*Exercise directions*: Render every entry verbatim.
=== Extracted records ===
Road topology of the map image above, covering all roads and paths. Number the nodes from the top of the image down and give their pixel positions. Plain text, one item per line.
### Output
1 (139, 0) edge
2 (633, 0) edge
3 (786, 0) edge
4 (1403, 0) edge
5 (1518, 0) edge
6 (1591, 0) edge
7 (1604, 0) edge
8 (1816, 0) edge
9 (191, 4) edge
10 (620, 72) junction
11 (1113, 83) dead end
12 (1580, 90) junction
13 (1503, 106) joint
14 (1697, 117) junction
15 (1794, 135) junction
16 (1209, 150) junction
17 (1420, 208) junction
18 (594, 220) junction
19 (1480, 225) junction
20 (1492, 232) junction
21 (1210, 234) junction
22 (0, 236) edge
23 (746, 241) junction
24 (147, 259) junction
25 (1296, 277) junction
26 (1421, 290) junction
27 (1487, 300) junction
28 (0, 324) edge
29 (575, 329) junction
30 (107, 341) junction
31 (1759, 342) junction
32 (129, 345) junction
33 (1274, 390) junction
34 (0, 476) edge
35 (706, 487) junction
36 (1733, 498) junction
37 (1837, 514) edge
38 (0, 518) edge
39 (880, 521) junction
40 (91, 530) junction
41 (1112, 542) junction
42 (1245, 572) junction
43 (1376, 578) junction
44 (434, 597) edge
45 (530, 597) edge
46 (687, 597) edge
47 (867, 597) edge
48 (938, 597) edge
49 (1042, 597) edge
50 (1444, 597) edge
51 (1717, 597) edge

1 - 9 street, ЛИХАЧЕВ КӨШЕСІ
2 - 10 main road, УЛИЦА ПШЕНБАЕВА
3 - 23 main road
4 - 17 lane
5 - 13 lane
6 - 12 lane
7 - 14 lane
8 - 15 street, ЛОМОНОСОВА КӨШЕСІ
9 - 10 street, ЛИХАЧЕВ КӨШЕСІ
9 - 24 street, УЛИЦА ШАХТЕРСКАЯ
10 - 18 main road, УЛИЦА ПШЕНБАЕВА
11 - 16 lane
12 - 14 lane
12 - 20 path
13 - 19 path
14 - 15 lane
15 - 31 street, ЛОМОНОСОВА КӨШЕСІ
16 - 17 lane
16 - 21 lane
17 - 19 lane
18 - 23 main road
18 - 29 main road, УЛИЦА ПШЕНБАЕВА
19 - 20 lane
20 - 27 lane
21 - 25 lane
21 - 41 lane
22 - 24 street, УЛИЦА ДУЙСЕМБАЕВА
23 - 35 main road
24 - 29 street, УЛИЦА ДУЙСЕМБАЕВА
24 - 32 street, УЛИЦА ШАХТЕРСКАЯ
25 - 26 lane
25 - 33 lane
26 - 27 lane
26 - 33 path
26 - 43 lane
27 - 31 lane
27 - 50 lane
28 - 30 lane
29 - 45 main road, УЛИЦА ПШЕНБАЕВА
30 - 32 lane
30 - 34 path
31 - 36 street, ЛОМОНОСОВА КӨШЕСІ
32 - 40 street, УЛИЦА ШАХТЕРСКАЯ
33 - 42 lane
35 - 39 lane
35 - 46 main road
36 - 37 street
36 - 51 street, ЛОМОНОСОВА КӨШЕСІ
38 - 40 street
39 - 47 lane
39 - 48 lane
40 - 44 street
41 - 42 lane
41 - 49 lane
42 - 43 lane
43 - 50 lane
===
*Response below*:
Road topology of the map image above, covering all roads and paths. Number the nodes from the top of the image down and give their pixel positions. Plain text, one item per line.
### Output
1 (139, 0) edge
2 (633, 0) edge
3 (786, 0) edge
4 (1403, 0) edge
5 (1518, 0) edge
6 (1591, 0) edge
7 (1604, 0) edge
8 (1816, 0) edge
9 (191, 4) edge
10 (620, 72) junction
11 (1113, 83) dead end
12 (1580, 90) junction
13 (1503, 106) joint
14 (1697, 117) junction
15 (1794, 135) junction
16 (1209, 150) junction
17 (1420, 208) junction
18 (594, 220) junction
19 (1480, 225) junction
20 (1492, 232) junction
21 (1210, 234) junction
22 (0, 236) edge
23 (746, 241) junction
24 (147, 259) junction
25 (1296, 277) junction
26 (1421, 290) junction
27 (1487, 300) junction
28 (0, 324) edge
29 (575, 329) junction
30 (107, 341) junction
31 (1759, 342) junction
32 (129, 345) junction
33 (1274, 390) junction
34 (0, 476) edge
35 (706, 487) junction
36 (1733, 498) junction
37 (1837, 514) edge
38 (0, 518) edge
39 (880, 521) junction
40 (91, 530) junction
41 (1112, 542) junction
42 (1245, 572) junction
43 (1376, 578) junction
44 (434, 597) edge
45 (530, 597) edge
46 (687, 597) edge
47 (867, 597) edge
48 (938, 597) edge
49 (1042, 597) edge
50 (1444, 597) edge
51 (1717, 597) edge

1 - 9 street, ЛИХАЧЕВ КӨШЕСІ
2 - 10 main road, УЛИЦА ПШЕНБАЕВА
3 - 23 main road
4 - 17 lane
5 - 13 lane
6 - 12 lane
7 - 14 lane
8 - 15 street, ЛОМОНОСОВА КӨШЕСІ
9 - 10 street, ЛИХАЧЕВ КӨШЕСІ
9 - 24 street, УЛИЦА ШАХТЕРСКАЯ
10 - 18 main road, УЛИЦА ПШЕНБАЕВА
11 - 16 lane
12 - 14 lane
12 - 20 path
13 - 19 path
14 - 15 lane
15 - 31 street, ЛОМОНОСОВА КӨШЕСІ
16 - 17 lane
16 - 21 lane
17 - 19 lane
18 - 23 main road
18 - 29 main road, УЛИЦА ПШЕНБАЕВА
19 - 20 lane
20 - 27 lane
21 - 25 lane
21 - 41 lane
22 - 24 street, УЛИЦА ДУЙСЕМБАЕВА
23 - 35 main road
24 - 29 street, УЛИЦА ДУЙСЕМБАЕВА
24 - 32 street, УЛИЦА ШАХТЕРСКАЯ
25 - 26 lane
25 - 33 lane
26 - 27 lane
26 - 33 path
26 - 43 lane
27 - 31 lane
27 - 50 lane
28 - 30 lane
29 - 45 main road, УЛИЦА ПШЕНБАЕВА
30 - 32 lane
30 - 34 path
31 - 36 street, ЛОМОНОСОВА КӨШЕСІ
32 - 40 street, УЛИЦА ШАХТЕРСКАЯ
33 - 42 lane
35 - 39 lane
35 - 46 main road
36 - 37 street
36 - 51 street, ЛОМОНОСОВА КӨШЕСІ
38 - 40 street
39 - 47 lane
39 - 48 lane
40 - 44 street
41 - 42 lane
41 - 49 lane
42 - 43 lane
43 - 50 lane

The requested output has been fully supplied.